Task: Whenever a picture appears, omit it, and set down everything else in the records exactly.

Extracted information:

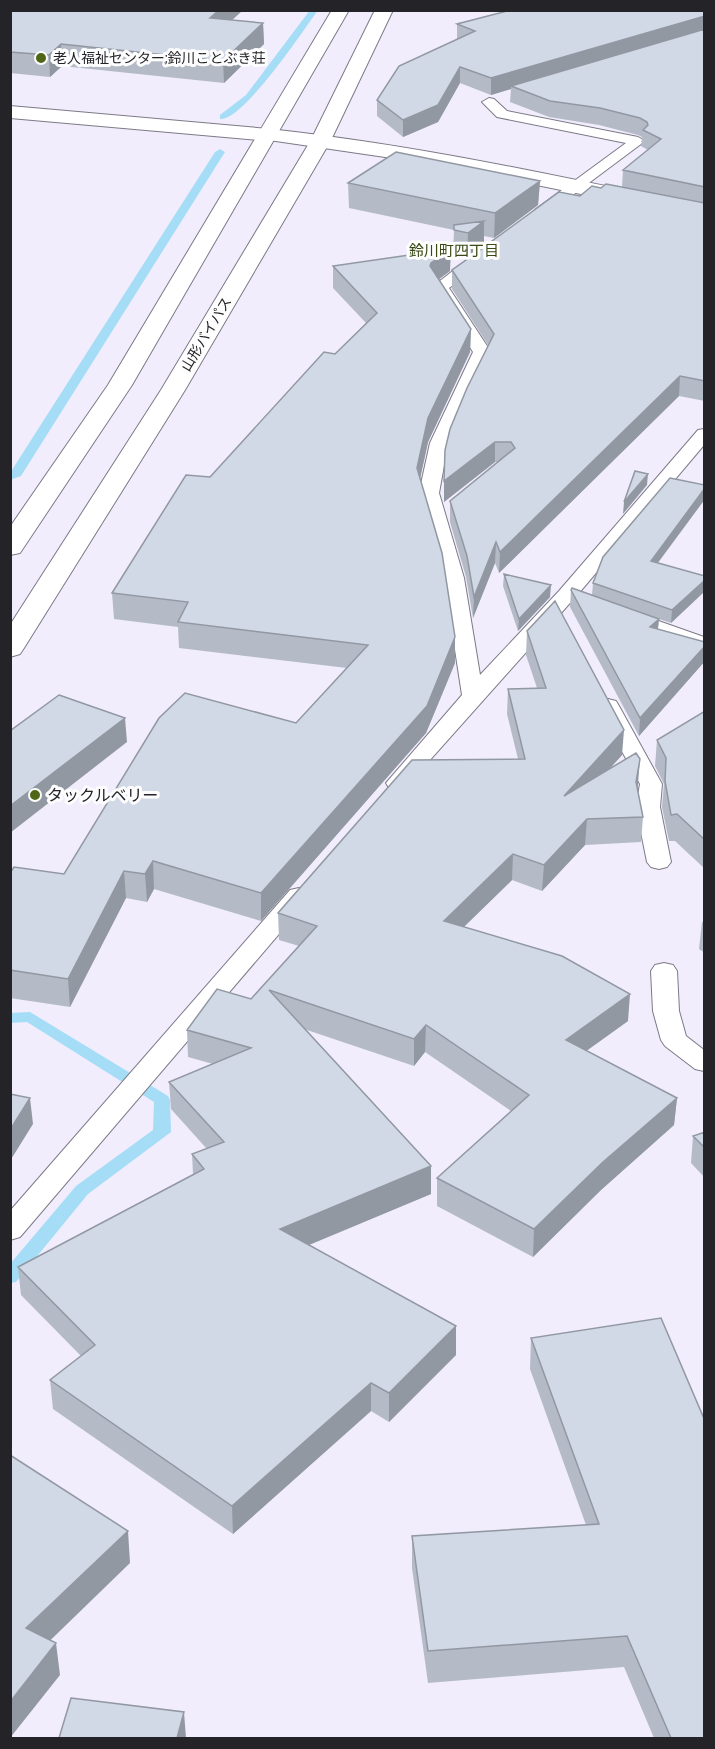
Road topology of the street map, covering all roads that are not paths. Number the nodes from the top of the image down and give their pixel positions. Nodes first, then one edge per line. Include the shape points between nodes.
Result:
1 (341, 10) edge
2 (384, 10) edge
3 (500, 99) dead end
4 (10, 112) edge
5 (269, 135) junction
6 (321, 140) junction
7 (575, 186) junction
8 (705, 213) edge
9 (521, 226) edge
10 (494, 247) edge
11 (705, 434) edge
12 (456, 504) edge
13 (437, 519) junction
14 (10, 547) edge
15 (561, 601) junction
16 (569, 628) edge
17 (705, 644) edge
18 (10, 648) edge
19 (599, 688) edge
20 (472, 696) junction
21 (387, 794) edge
22 (659, 862) dead end
23 (309, 884) edge
24 (664, 971) dead end
25 (705, 1063) edge
26 (10, 1230) edge

1 - 5 main road
2 - 6 main road, 山形バイパス
3 - 7 lane via 489,102 502,114 638,141
4 - 5 main road
5 - 6 main road
5 - 14 main road via 120,385
6 - 7 main road via 433,156
6 - 18 main road, 山形バイパス via 173,390
7 - 8 main road
7 - 9 lane
10 - 13 lane via 440,287 482,352 439,443 429,493
11 - 15 lane
12 - 13 lane
13 - 20 lane via 454,579
15 - 16 lane
15 - 17 lane
15 - 20 lane
19 - 22 lane via 651,784 648,807
20 - 21 lane
23 - 26 lane
24 - 25 lane via 666,1011 674,1040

Final answer:
Road topology of the street map, covering all roads that are not paths. Number the nodes from the top of the image down and give their pixel positions. Nodes first, then one edge per line. Include the shape points between nodes.
Result:
1 (341, 10) edge
2 (384, 10) edge
3 (500, 99) dead end
4 (10, 112) edge
5 (269, 135) junction
6 (321, 140) junction
7 (575, 186) junction
8 (705, 213) edge
9 (521, 226) edge
10 (494, 247) edge
11 (705, 434) edge
12 (456, 504) edge
13 (437, 519) junction
14 (10, 547) edge
15 (561, 601) junction
16 (569, 628) edge
17 (705, 644) edge
18 (10, 648) edge
19 (599, 688) edge
20 (472, 696) junction
21 (387, 794) edge
22 (659, 862) dead end
23 (309, 884) edge
24 (664, 971) dead end
25 (705, 1063) edge
26 (10, 1230) edge

1 - 5 main road
2 - 6 main road, 山形バイパス
3 - 7 lane via 489,102 502,114 638,141
4 - 5 main road
5 - 6 main road
5 - 14 main road via 120,385
6 - 7 main road via 433,156
6 - 18 main road, 山形バイパス via 173,390
7 - 8 main road
7 - 9 lane
10 - 13 lane via 440,287 482,352 439,443 429,493
11 - 15 lane
12 - 13 lane
13 - 20 lane via 454,579
15 - 16 lane
15 - 17 lane
15 - 20 lane
19 - 22 lane via 651,784 648,807
20 - 21 lane
23 - 26 lane
24 - 25 lane via 666,1011 674,1040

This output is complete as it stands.